Origin of Improved Photoelectrochemical Water Splitting in Mixed Perovskite Oxides

Abstract

Owing to the versatility in their chemical and physical properties, transition metal perovskite oxides have emerged as a new category of highly efficient photocatalysts for photoelectrochemical (PEC) water splitting. Here, to understand the underlying mechanism for the enhanced PEC water splitting in mixed perovskites, ideal epitaxial thin films of the BiFeO3-SrTiO3 system are explored. The electronic structure and carrier dynamics are determined from both experiment and density-functional theory calculations.
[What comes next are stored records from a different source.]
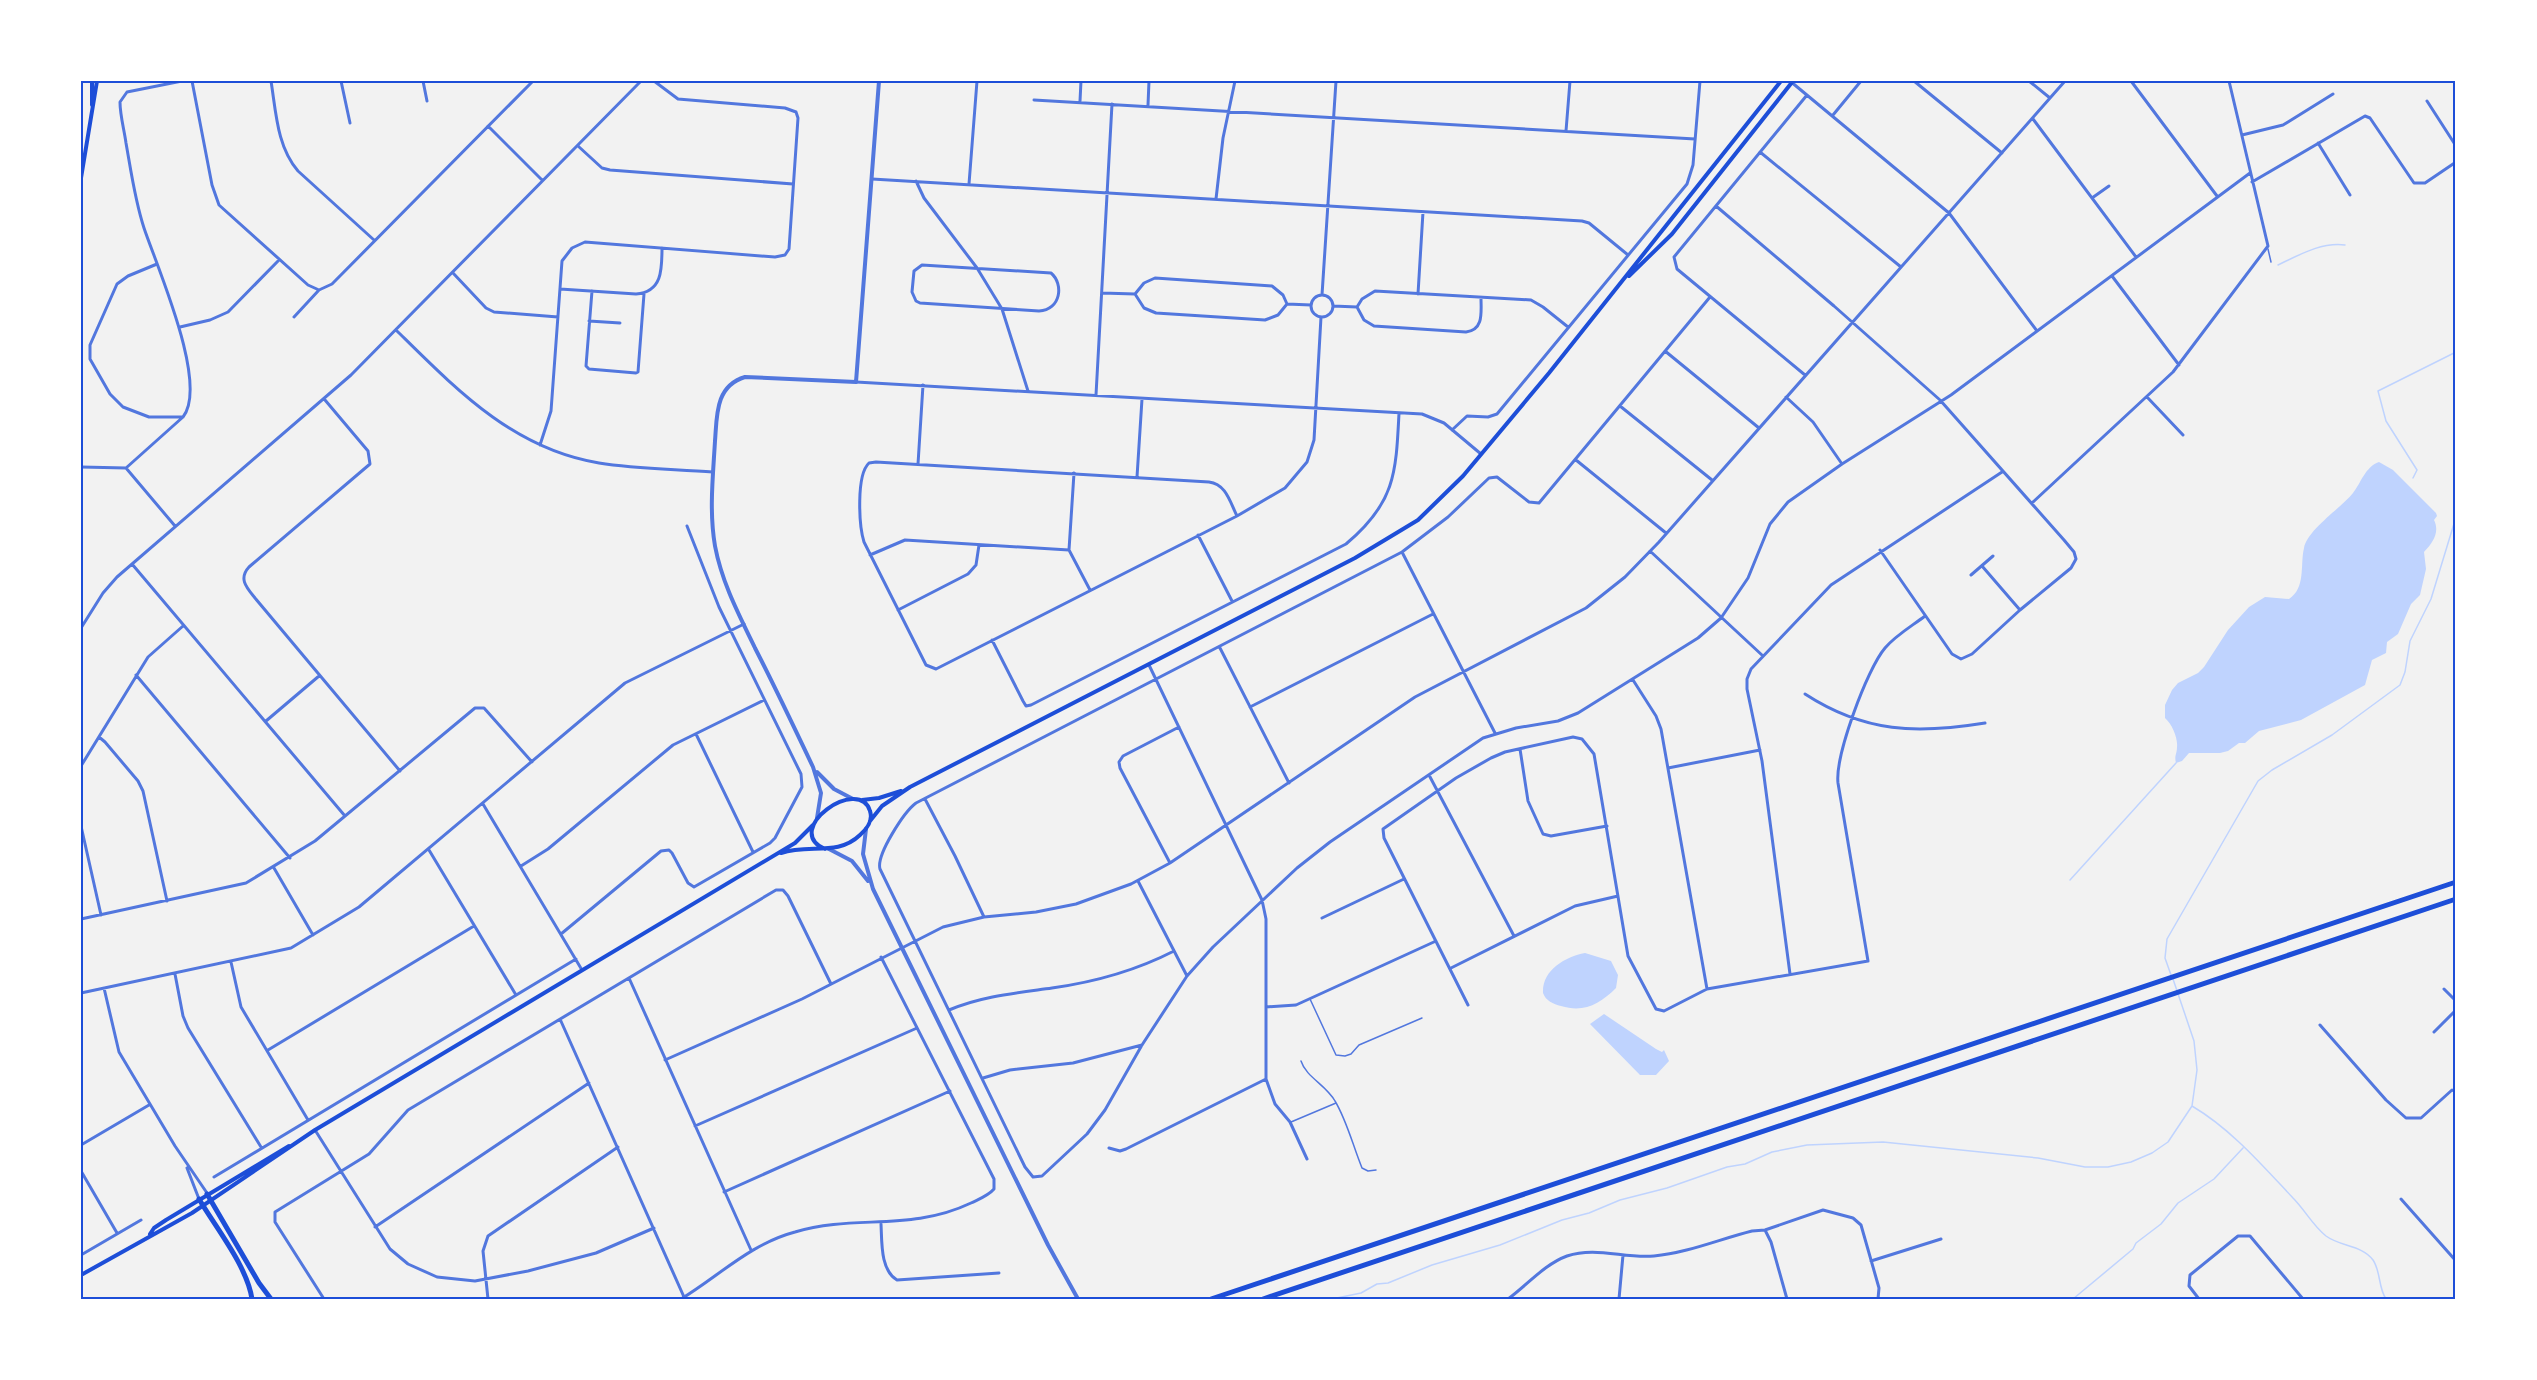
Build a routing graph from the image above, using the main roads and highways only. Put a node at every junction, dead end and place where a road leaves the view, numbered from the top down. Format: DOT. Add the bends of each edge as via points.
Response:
graph roads {
  1 [pos="92,81"];
  2 [pos="97,81"];
  3 [pos="1781,81"];
  4 [pos="1792,81"];
  5 [pos="92,109"];
  6 [pos="81,178"];
  7 [pos="1622,282"];
  8 [pos="910,787"];
  9 [pos="859,800"];
  10 [pos="870,821"];
  11 [pos="813,825"];
  12 [pos="827,849"];
  13 [pos="772,856"];
  14 [pos="2456,882"];
  15 [pos="2456,900"];
  16 [pos="298,1142"];
  17 [pos="207,1194"];
  18 [pos="200,1199"];
  19 [pos="211,1201"];
  20 [pos="203,1206"];
  21 [pos="150,1234"];
  22 [pos="81,1275"];
  23 [pos="252,1299"];
  24 [pos="272,1299"];
  25 [pos="1211,1299"];
  26 [pos="1263,1299"];
  1 -- 5 [label="main road"];
  2 -- 5 [label="main road"];
  3 -- 7 [label="main road"];
  4 -- 7 [label="main road" via="1672,234"];
  5 -- 6 [label="main road"];
  7 -- 8 [label="main road" via="1481,454 1418,520 1344,564"];
  8 -- 9 [label="main road" via="879,798"];
  8 -- 10 [label="main road" via="884,804"];
  9 -- 10 [label="main road" via="869,808"];
  9 -- 11 [label="main road" via="831,806"];
  10 -- 12 [label="main road" via="850,843"];
  11 -- 12 [label="main road" via="813,840"];
  11 -- 13 [label="main road" via="802,838"];
  12 -- 13 [label="main road" via="800,848"];
  13 -- 16 [label="main road"];
  14 -- 25 [label="highway"];
  15 -- 26 [label="highway"];
  16 -- 17 [label="main road"];
  16 -- 19 [label="main road"];
  17 -- 18 [label="main road"];
  17 -- 19 [label="highway"];
  18 -- 20 [label="highway"];
  18 -- 21 [label="main road"];
  19 -- 20 [label="main road"];
  19 -- 24 [label="highway"];
  20 -- 21 [label="main road"];
  20 -- 23 [label="highway" via="242,1270"];
  21 -- 22 [label="main road"];
}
The intrinsic phenomena are measured in this ideal system, contrasting to commonly studied polycrystalline solid solutions where extrinsic structural features obscure the intrinsic phenomena. It is determined that when SrTiO3 is added to BiFeO3 the conduction band minimum position is raised and an exponential tail of trap states from hybridized Ti 3d and Fe 3d orbitals emerges near the conduction band edge. The presence of these trap states strongly suppresses the fast electron-hole recombination and improves the photocurrent density in the visible- light region, up to 16x at 0 V-RHE compared to the pure end member compositions. This work provides a new design approach for optimizing the PEC performance in mixed perovksite oxides.